Menilik Modus Bisnis 'Gesek' di Area Pelabuhan Ketapang - Gilimanuk, Pijat Plus-plus jadi Pembuka

Sebab ia juga menyadari tidak semua pembeli yang datang di warungnya bertujuan untuk mendapatkan layanan plus-plus.

09 Aug 2023 - 16:02
Menilik Modus Bisnis 'Gesek' di Area Pelabuhan Ketapang - Gilimanuk, Pijat Plus-plus jadi Pembuka
Ilustrasi modus bisnis plus-plus. (Pexels)

Bali, (afederasi.com) - Barisan warung berteralis kawat berjejer di depan SPBU Kecamatan Melaya, Kabupaten Jembrana, Bali sore itu. Desain warung nyaris sama, termasuk penunggu di dalamnya yang hanya satu jenis kelamin saja, wanita.

Warung yang tampak sedikit usang itu dijaga 1-3 pelayan berusia kisaran 30-40 tahun. Sekilas tampak seperti warung pada umumnya yang menjual kopi, es teh, joshua serta makanan mie instan dan rujak lontong.

Jika seorang pria awam masuk, pelayan ini akan menawarkan jasa lebih dengan tutur yang lembut. Tidak langsung to the point.

"Kalau mau menginap, di sini ada, mas," ucap S, seorang pelayan yang mengaku dari Kecamatan Kalisat, Kabupaten Jember ini.

Dia dibarengi M, warga Kecamatan Tamanan, Kabupaten Bondowoso dan T, warga Kabupaten Banyuwangi. Sejauh mata menyapu, memanglah nihil kamar di warung berukuran 3x3 meter itu.

"Kamarnya ada di belakang. Ada yang kamar mandi dalam," sebut M.

M kemudian membuka pintu belakang warung. Maka tampaklah area luas dengan 5 kamar berjajar di samping kanan. Sementara jika belok kiri ada 4 kamar mandi kecil ukuran 1,5x1,5 meter. Di dalamnya terdengar suara lirih wanita sedang mandi.

"Penjaga warung sebelah itu, mas," jawab M tanpa ditanya.

Di tengah bangunan itu terdapat tanah lapang dan ada sedikit tumpukan sampah bekas dibakar. Ada papan di sampingnya bertuliskan 'Dilarang Membakar Tisu di Sini'.

"Kalau menginap Rp 400 ribu, kalau pijat saja 1 jam Rp 100 ribu, mas," tawar M.

Dilihat dari peran, sepintas M dan T merupakan anak buah dari S yang bertindak sebagai mucikari.

"Saya sudah bekerja di sini 9 tahunan. Di sini aman kok. Saya rutin setoran (menyebut 3 instansi). Berbeda dengan di Situbondo yang kadang ada razia," aku S menguatkan supaya mendapatkan customer sore itu.

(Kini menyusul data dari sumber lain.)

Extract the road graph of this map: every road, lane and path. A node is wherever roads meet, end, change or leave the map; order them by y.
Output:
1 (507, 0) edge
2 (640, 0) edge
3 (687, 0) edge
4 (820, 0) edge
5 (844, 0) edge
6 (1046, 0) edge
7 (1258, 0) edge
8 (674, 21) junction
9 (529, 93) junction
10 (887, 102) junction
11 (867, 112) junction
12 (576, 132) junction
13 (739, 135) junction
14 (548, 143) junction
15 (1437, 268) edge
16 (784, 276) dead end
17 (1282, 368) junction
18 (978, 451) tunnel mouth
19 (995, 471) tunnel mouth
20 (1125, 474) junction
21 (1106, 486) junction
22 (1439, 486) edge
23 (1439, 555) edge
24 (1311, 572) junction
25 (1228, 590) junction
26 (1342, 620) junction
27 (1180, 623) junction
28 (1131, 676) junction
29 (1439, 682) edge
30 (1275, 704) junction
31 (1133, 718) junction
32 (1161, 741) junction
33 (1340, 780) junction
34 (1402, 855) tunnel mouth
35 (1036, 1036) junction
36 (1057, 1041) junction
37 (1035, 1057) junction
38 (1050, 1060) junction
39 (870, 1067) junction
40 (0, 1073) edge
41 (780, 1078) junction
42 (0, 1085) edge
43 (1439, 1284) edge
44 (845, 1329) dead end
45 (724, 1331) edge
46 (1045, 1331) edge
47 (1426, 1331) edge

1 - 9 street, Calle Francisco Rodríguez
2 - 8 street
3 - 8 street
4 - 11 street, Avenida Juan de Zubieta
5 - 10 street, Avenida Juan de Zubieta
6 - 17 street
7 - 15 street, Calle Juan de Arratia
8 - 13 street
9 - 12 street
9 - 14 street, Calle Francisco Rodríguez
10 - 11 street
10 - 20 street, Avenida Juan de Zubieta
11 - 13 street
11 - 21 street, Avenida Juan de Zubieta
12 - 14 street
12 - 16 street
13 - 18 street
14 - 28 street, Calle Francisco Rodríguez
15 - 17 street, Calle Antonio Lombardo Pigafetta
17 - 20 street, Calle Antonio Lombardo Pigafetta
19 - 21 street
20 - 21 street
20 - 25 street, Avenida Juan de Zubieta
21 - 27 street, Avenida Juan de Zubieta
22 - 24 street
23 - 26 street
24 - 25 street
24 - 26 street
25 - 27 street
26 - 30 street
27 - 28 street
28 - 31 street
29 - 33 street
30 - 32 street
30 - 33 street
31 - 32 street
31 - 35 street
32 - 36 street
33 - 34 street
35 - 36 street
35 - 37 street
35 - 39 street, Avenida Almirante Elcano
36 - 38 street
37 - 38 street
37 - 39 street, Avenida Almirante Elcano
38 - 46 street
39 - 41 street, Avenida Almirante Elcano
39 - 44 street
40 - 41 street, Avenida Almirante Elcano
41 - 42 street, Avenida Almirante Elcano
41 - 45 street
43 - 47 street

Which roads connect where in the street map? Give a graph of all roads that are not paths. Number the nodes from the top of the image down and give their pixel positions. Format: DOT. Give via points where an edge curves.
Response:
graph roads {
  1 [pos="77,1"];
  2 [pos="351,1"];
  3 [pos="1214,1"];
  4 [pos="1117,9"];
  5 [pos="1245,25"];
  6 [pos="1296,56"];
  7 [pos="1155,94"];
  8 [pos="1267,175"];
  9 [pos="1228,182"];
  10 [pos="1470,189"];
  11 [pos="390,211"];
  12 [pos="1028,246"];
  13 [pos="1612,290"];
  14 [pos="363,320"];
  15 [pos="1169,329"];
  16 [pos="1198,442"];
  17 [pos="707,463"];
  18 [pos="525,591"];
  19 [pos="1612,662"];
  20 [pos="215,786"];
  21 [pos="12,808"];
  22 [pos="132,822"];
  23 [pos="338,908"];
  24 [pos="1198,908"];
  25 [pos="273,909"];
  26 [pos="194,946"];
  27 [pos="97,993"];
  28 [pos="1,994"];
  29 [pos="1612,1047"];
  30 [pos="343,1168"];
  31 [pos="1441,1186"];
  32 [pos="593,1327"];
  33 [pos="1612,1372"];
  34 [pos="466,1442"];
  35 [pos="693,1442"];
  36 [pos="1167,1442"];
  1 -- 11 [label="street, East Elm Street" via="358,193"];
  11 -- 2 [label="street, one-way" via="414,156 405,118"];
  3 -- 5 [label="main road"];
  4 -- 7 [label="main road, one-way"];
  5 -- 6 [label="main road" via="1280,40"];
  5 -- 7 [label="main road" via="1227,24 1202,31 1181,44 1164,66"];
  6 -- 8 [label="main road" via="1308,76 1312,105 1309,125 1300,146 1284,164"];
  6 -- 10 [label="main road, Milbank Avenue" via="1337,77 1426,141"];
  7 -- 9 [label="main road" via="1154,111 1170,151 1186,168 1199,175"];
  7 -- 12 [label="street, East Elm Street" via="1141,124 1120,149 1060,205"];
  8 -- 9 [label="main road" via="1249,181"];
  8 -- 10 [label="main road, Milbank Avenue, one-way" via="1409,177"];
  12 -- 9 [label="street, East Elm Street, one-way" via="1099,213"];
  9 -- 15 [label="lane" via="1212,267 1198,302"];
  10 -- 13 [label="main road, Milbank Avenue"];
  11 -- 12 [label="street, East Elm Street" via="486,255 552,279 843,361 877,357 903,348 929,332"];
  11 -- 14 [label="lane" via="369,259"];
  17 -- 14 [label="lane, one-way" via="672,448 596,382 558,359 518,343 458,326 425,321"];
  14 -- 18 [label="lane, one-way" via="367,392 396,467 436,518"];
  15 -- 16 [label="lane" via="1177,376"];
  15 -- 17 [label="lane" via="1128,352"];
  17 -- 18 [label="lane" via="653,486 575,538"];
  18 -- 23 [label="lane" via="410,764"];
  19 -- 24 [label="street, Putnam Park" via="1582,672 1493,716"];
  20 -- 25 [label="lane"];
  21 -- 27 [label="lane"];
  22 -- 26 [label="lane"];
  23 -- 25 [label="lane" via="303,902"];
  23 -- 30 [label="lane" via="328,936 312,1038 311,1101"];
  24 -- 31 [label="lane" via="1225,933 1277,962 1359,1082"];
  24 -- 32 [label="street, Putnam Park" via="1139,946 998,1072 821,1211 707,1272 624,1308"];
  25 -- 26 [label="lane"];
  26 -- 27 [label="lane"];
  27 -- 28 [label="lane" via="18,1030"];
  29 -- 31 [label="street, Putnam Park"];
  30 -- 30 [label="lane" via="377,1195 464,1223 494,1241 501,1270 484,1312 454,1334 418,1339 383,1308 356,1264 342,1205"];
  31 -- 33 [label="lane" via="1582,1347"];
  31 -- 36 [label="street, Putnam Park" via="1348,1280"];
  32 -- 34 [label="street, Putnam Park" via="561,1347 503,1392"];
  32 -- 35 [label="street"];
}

Kendati demikian, ketiganya tidak memaksa jika pembeli di warungnya menolak penawaran 'lebih' yang diberikan. Sebab ia juga menyadari tidak semua pembeli yang datang di warungnya bertujuan untuk mendapatkan layanan plus-plus.

Banyak dari mereka yang sekedar ingin ngopi saja, terlebih tidak tahu tentang bisnis terselubung di warung tersebut.

"Iya gak apa-apa, mas. Semoga selamat dalam perjalanan ya," jawabnya ketika mendengar penolakan dari pembeli.

Usut punya usut, lokasi warung itu sering disebut dengan Batu Karung.

"Oh, di sana memang tempatnya PSK, mas," komentar seorang wanita muda penjual tiket penyeberangan di Pelabuhan Gilimanuk tentang barisan warung itu.

Ironinya, wanita ini juga ternyata juga menawarkan sebuah penginapan short time.

"Kalau penginapan murah di Sumbersari ada yang Rp 50 ribu, tapi maksimal 3 jam harus check out, mas," sebutnya.

Wanita muda kisaran usia 18-20 tahun ini mengaku bekerja di loket tiket itu hanya sampai pukul 23.00 WITA.

"Setelah itu saya pulang. Kalau mau, bisa saya antarkan," tawarnya.

Penolakan kembali dilayangkan kepada wanita berbeda dan beruntung nihil paksaan. Bergerak menyeberang selat Jawa - Bali, kisah bisnis lendir terselubung tidak berhenti sampai di situ.

Tidak hanya di area pelabuhan Gilimanuk, lokalisasi tersembunyi juga menjamur di area pelabuhan Ketapang, Kabupaten Banyuwangi.

Orang Banyuwangi karib jika mendengar Landing Craft Machine (LCM) yang juga terdapat warung remang penyedia layanan 'tambahan' bagi lelaki hidung belang.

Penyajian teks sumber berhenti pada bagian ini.